The mortgage insurance industry is in the midst of a bloodbath at the moment, with Genworth Financial Inc (NYSE:GNW), Radian Group Inc (NYSE:RDN) and MGIC Investment Corp. (NYSE:MTG) taking an incredible beating following an announcement yesterday from the Federal Housing Finance Agency.
The cause of all the distress is a 54-page document outlining the FHFA's proposals regarding just how currently approved mortgage insurers will be expected to measure up in the future – if they plan to continue insuring mortgage loans with down payments of less than 20% backed by Fannie Mae and Freddie Mac, that is.
At the heart of the matter is the requirement that approved insurers carry more capital, a sore spot for an industry just beginning to recover from a near-death experience during the financial crisis. Though legacy delinquent loan inventory continues to drop off – Radian recently reported approximately 49,000 bad loans at the end of June, compared to the year ago inventory of over 78,000 – the new rules will definitely sting.

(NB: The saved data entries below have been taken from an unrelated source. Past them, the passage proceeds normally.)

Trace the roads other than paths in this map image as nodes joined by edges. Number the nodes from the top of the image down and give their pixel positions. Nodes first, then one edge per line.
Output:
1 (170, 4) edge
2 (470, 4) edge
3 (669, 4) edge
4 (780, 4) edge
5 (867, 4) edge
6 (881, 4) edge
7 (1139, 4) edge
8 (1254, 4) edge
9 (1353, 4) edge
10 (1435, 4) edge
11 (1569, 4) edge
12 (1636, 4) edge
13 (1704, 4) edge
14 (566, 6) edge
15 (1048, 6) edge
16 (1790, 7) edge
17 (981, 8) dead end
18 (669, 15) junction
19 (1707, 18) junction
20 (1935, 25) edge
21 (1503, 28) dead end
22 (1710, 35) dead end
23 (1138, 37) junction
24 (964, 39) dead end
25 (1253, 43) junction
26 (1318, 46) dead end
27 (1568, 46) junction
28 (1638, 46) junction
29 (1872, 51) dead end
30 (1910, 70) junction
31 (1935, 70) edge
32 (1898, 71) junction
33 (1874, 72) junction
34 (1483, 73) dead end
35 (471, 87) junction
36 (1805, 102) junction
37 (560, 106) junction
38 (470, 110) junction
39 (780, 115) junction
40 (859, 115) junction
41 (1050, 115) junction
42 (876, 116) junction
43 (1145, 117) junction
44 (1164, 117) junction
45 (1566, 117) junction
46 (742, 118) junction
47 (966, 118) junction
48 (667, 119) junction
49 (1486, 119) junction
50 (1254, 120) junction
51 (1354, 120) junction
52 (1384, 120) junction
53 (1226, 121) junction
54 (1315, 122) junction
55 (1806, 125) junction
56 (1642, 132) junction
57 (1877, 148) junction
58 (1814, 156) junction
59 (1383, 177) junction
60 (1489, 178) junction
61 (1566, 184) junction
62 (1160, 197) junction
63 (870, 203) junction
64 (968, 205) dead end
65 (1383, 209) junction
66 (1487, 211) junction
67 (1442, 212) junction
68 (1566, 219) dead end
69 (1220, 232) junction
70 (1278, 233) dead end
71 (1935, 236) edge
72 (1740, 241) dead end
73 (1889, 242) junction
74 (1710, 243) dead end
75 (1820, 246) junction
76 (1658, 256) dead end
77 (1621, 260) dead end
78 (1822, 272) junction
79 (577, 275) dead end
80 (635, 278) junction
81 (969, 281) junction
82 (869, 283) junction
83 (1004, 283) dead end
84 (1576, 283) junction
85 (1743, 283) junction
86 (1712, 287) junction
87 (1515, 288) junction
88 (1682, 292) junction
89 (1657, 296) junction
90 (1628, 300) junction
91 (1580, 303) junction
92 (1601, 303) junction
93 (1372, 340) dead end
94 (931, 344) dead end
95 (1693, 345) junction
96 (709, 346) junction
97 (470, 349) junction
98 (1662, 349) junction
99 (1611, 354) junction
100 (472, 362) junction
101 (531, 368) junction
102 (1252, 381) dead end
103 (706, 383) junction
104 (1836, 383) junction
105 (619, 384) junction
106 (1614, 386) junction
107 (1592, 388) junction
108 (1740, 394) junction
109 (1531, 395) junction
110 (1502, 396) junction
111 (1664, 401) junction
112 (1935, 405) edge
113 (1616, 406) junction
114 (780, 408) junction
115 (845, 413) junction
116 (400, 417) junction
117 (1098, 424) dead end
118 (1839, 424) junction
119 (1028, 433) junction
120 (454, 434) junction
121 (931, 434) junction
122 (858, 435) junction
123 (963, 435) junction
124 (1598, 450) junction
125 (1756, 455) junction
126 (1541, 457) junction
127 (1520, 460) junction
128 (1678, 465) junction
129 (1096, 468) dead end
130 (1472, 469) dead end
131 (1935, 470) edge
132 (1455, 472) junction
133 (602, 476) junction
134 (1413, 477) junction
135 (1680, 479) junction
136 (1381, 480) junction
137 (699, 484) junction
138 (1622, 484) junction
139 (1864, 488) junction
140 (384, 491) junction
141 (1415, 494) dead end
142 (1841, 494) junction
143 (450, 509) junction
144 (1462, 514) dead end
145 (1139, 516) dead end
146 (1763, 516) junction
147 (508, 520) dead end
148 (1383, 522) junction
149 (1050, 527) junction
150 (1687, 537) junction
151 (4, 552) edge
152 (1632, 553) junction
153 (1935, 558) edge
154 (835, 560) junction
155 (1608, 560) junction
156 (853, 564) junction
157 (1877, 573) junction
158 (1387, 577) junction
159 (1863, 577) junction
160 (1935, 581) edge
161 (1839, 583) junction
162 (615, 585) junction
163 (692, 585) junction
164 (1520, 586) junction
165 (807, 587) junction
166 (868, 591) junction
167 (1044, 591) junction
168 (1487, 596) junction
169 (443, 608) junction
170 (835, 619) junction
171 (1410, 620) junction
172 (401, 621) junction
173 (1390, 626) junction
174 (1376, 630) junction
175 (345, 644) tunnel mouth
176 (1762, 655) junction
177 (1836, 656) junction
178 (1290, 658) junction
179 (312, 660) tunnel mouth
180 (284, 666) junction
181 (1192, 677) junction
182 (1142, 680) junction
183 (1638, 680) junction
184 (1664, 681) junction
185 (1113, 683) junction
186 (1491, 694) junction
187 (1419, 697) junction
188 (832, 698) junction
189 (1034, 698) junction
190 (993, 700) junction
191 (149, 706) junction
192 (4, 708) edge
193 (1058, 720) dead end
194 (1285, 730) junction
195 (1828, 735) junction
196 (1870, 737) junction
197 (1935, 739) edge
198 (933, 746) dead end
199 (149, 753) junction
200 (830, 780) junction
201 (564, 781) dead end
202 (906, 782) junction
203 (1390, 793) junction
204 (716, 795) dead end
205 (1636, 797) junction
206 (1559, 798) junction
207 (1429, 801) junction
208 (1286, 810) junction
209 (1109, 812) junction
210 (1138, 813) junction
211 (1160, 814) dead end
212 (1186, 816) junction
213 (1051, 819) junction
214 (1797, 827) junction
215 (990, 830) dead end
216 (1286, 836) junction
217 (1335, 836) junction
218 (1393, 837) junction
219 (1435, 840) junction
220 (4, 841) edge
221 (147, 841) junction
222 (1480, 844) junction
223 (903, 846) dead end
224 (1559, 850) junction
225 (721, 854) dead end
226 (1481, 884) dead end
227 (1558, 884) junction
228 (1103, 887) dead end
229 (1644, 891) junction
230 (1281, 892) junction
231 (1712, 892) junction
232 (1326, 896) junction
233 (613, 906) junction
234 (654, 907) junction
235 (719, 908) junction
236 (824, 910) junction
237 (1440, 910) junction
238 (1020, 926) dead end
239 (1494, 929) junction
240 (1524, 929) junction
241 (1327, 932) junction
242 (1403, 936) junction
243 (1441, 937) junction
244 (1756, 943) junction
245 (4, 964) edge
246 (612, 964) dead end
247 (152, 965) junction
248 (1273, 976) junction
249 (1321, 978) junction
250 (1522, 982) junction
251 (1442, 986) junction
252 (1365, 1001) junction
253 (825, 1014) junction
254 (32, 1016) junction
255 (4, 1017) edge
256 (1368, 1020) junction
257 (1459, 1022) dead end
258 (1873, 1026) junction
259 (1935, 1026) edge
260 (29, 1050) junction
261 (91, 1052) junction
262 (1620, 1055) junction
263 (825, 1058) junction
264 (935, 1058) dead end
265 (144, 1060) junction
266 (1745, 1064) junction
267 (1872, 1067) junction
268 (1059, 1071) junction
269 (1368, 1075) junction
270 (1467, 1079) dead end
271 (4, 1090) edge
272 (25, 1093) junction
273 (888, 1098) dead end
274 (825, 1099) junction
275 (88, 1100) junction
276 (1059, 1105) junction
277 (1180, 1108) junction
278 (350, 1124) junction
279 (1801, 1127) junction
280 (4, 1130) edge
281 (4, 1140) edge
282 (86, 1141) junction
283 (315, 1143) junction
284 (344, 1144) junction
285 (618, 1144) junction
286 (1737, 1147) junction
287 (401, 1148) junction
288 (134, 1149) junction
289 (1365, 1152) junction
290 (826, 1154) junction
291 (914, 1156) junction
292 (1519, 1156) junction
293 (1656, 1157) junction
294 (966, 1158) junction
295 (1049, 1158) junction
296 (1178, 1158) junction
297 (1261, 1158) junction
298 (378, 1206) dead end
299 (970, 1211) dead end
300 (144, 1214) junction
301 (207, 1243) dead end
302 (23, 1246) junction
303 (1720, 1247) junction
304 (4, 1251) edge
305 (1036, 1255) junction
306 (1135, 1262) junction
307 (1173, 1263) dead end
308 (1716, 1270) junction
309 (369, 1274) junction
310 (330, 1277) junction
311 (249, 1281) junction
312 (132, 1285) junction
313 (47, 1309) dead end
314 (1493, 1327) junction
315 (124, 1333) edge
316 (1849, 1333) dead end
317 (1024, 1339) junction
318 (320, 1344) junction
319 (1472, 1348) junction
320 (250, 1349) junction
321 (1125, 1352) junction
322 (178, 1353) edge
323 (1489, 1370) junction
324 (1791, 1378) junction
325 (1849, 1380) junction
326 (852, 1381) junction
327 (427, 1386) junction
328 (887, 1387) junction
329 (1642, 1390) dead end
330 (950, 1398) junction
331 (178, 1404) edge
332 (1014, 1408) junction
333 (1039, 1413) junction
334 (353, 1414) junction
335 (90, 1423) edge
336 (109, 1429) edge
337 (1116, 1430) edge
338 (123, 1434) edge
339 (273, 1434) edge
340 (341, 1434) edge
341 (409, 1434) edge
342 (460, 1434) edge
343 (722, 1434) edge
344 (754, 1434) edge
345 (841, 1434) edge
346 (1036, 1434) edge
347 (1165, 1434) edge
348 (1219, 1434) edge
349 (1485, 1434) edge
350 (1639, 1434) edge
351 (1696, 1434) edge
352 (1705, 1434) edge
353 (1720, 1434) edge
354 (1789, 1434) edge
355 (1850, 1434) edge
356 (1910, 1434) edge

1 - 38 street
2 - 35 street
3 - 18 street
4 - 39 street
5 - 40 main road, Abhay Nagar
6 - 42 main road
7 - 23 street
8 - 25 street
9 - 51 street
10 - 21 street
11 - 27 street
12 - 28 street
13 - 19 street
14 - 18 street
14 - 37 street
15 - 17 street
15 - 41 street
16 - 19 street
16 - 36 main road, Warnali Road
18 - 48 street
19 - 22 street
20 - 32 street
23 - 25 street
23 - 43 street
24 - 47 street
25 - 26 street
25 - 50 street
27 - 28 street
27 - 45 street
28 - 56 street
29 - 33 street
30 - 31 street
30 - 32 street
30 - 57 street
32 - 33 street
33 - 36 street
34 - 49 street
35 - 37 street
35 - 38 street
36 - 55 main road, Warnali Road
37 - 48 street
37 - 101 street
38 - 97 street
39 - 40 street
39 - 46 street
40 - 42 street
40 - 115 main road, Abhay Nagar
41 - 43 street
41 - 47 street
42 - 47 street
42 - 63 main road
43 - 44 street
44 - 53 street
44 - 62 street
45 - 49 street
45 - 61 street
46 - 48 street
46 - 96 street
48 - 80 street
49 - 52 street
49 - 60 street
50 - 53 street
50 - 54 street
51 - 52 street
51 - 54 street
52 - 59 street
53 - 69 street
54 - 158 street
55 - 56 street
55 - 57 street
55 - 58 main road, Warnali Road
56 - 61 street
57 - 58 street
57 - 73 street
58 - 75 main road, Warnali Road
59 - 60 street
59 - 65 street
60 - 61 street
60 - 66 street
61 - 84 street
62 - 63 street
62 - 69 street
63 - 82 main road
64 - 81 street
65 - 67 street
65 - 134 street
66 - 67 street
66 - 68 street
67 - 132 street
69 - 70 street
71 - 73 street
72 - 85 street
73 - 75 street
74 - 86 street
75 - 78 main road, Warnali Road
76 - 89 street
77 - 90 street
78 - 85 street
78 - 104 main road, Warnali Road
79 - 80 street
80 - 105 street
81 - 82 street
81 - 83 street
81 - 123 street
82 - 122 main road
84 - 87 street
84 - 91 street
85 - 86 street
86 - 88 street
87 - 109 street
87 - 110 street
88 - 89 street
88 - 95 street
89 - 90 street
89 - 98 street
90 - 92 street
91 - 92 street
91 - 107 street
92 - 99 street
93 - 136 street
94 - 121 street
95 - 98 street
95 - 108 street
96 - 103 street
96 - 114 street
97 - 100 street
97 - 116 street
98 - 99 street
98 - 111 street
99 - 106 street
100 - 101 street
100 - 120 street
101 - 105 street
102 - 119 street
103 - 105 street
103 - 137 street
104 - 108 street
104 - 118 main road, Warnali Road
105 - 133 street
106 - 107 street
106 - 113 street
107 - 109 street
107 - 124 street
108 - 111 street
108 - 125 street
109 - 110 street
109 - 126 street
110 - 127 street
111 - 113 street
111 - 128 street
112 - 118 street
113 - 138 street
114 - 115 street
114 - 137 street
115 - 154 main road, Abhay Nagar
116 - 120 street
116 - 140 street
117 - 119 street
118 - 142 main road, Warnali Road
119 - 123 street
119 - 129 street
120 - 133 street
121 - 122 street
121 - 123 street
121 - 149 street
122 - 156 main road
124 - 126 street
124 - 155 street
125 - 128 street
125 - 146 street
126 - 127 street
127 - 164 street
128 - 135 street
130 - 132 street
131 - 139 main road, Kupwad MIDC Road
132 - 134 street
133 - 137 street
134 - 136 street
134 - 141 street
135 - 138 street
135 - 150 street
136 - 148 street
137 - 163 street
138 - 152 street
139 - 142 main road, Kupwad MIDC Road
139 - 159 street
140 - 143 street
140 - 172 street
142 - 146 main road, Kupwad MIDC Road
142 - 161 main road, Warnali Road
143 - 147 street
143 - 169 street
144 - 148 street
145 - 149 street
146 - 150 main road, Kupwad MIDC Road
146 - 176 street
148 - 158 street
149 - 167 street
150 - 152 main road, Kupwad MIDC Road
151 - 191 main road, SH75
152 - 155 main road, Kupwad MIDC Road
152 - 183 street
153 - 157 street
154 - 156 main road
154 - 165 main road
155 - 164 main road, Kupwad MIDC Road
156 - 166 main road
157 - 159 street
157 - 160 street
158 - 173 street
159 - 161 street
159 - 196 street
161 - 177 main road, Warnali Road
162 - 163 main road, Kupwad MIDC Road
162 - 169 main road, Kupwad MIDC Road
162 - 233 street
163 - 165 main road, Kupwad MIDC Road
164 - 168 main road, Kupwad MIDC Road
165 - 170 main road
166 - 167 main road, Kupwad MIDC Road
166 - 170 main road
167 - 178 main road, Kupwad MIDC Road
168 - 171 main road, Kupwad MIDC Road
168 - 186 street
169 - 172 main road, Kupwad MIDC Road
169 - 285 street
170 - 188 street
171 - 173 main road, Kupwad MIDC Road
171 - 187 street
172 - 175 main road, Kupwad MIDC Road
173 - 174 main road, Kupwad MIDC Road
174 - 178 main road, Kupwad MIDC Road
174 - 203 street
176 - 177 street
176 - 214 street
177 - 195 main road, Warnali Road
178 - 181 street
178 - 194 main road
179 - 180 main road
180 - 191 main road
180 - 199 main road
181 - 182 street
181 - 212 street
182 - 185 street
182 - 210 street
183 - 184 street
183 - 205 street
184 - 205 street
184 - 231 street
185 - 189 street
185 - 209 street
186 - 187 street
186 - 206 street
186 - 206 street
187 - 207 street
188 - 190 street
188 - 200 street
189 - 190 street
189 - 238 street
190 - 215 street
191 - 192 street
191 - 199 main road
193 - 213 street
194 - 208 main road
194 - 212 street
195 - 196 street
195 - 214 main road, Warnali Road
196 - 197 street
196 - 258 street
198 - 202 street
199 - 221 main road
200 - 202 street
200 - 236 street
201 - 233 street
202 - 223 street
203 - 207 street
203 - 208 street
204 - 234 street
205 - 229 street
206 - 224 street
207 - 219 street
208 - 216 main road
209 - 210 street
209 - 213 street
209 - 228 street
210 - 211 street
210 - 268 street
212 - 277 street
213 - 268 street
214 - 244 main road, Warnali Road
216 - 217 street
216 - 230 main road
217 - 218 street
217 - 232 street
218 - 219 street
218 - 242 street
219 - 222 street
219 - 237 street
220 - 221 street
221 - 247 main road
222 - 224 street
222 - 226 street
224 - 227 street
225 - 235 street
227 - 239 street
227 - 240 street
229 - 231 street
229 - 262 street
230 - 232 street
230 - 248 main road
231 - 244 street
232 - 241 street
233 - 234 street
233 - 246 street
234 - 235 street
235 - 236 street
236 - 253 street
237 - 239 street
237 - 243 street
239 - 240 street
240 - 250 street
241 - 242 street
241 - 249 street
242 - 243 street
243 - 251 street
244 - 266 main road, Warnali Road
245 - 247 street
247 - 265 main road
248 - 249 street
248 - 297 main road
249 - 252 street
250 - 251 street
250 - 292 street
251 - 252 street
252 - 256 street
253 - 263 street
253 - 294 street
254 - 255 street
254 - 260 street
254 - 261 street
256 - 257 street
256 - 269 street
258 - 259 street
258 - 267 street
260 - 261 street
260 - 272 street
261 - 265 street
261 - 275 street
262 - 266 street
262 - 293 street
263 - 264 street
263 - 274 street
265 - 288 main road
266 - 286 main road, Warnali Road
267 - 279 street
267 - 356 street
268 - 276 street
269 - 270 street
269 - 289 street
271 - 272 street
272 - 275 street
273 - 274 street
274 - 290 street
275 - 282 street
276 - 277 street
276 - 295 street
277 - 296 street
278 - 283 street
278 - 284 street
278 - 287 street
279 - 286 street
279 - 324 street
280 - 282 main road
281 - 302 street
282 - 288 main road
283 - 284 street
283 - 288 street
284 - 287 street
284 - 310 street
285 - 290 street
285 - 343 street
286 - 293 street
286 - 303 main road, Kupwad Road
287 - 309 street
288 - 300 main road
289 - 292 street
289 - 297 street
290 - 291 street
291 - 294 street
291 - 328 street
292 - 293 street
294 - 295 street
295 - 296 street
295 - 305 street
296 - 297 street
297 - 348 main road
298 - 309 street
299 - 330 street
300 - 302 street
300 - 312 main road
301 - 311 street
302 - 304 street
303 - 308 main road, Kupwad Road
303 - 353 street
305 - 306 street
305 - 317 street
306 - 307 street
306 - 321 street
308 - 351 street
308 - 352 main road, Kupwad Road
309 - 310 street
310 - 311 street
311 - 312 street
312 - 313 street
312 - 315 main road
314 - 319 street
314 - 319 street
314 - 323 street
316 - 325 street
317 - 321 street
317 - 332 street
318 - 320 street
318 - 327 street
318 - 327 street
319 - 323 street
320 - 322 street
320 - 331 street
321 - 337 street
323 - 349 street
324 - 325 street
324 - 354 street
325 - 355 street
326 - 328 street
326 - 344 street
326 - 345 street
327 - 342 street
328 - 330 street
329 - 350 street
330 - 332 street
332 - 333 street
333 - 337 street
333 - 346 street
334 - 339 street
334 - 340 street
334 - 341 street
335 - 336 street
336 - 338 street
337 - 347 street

Radian and MGIC have not taken kindly to the new proposals, and have been quick to criticize them. The joint response issued on Thursday notes the backlog of troubled policies that still burden the insurers, and complains about the new requirements that they hold liquid assets of 5.6% of their credit risk exposure. Both companies appear to consider the capital rules excessive.
In its own response, Radian states that it will be addressing its concerns to the FHFA during the comment period, which runs to September 8, noting that the agency's new proposals "are inconsistent" with its stated goal of making mortgage credit more widely available.
Genworth has responded to the FHFA's announcement with a more moderate tone, noting that it plans compliance with proposed capital rules by June 30, 2015. The insurer estimates that, in addition to the $300 million already set aside, it will need another $450 million to $550 million to comply – which won't be a problem, considering the company's "variety of additional capital sources".
Not set in stone
Although the rules are just preliminary, the concerns of these companies are valid. With the difficulties of the past still weighing upon them, any new burden will not be welcome. While both Radian and Genworth saw their stock prices drop by around 5% within the first two hours of trading on Friday morning, hard-hit MGIC toppled by nearly 13%, likely not helped by an early morning downgrade by Goldman Sachs.
After the initial shock abates, however, things should begin to look up for these insurers – particularly Genworth, which exhibited the least amount of panic regarding the proposed rules. Probably, the input from the industry will soften the edges of the FHFA's requirements, as well. For the moment, however, the bloodletting continues.